• [EXERCISE DESCRIPTION] Give back the records below verbatim, please, but without a single image.
──────────
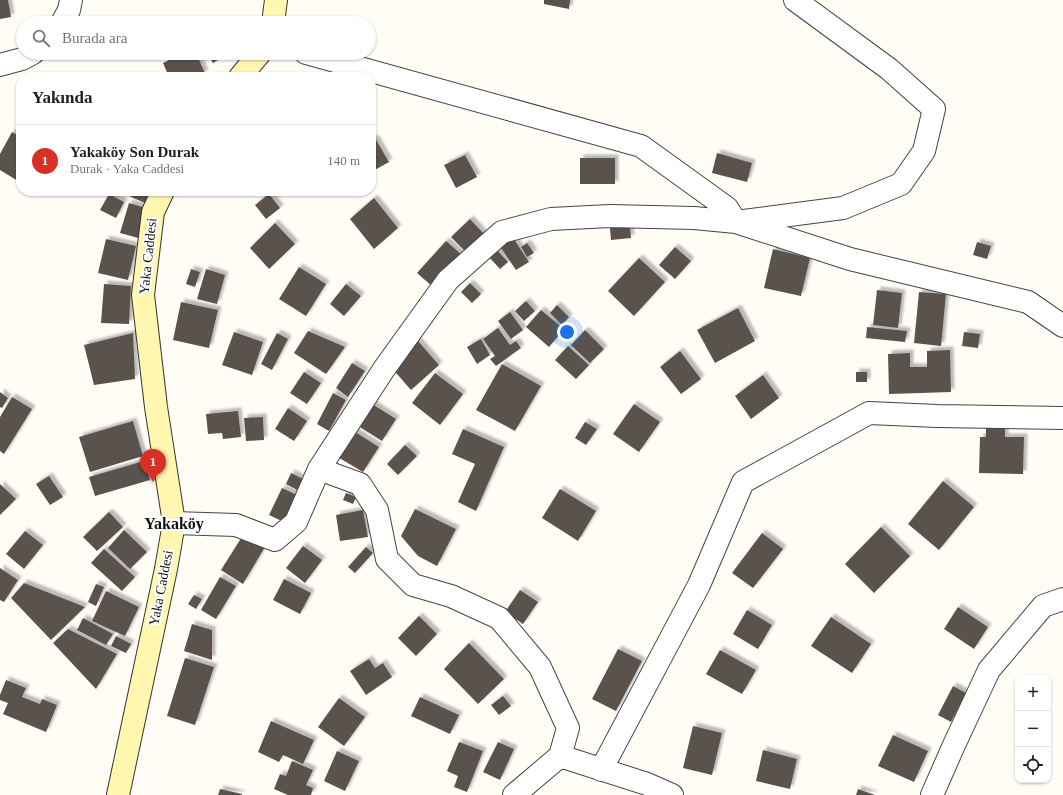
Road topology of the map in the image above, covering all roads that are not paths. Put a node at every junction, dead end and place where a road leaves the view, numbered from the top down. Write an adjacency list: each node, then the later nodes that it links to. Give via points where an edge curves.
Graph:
1 (70, 0): 4 (street)
2 (276, 0): 5 (street)
3 (795, 0): 14 (street, via 889,69 934,109 924,151 901,184 843,208)
4 (66, 16)
5 (273, 16)
6 (18, 60): 9 (street)
7 (254, 60): 10 (street)
8 (331, 60): 11 (street)
9 (0, 65)
10 (244, 72)
11 (374, 72)
12 (376, 72): 14 (street, via 641,146 727,208)
13 (161, 196): 18 (street, Yaka Caddesi, via 153,212 143,295 156,407)
14 (736, 222): 15 (street, via 850,259 1028,302); 17 (street, via 610,216 551,219 502,232 448,280 384,369)
15 (1063, 326)
16 (1063, 418): 21 (street, via 869,413 743,482 699,585)
17 (319, 469): 18 (street, via 296,522 275,540 236,525); 20 (street, via 360,484 377,510 387,559 413,585 451,596 499,618 540,667 568,728)
18 (174, 523): 22 (street, Yaka Caddesi)
19 (1063, 599): 25 (street, via 1043,606 989,670)
20 (560, 756): 21 (street); 23 (street)
21 (601, 770): 24 (street, via 647,784)
22 (118, 795)
23 (514, 795)
24 (672, 795)
25 (932, 795)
──────────
• [EXERCISE RESPONSE]
Road topology of the map in the image above, covering all roads that are not paths. Put a node at every junction, dead end and place where a road leaves the view, numbered from the top down. Write an adjacency list: each node, then the later nodes that it links to. Give via points where an edge curves.
Graph:
1 (70, 0): 4 (street)
2 (276, 0): 5 (street)
3 (795, 0): 14 (street, via 889,69 934,109 924,151 901,184 843,208)
4 (66, 16)
5 (273, 16)
6 (18, 60): 9 (street)
7 (254, 60): 10 (street)
8 (331, 60): 11 (street)
9 (0, 65)
10 (244, 72)
11 (374, 72)
12 (376, 72): 14 (street, via 641,146 727,208)
13 (161, 196): 18 (street, Yaka Caddesi, via 153,212 143,295 156,407)
14 (736, 222): 15 (street, via 850,259 1028,302); 17 (street, via 610,216 551,219 502,232 448,280 384,369)
15 (1063, 326)
16 (1063, 418): 21 (street, via 869,413 743,482 699,585)
17 (319, 469): 18 (street, via 296,522 275,540 236,525); 20 (street, via 360,484 377,510 387,559 413,585 451,596 499,618 540,667 568,728)
18 (174, 523): 22 (street, Yaka Caddesi)
19 (1063, 599): 25 (street, via 1043,606 989,670)
20 (560, 756): 21 (street); 23 (street)
21 (601, 770): 24 (street, via 647,784)
22 (118, 795)
23 (514, 795)
24 (672, 795)
25 (932, 795)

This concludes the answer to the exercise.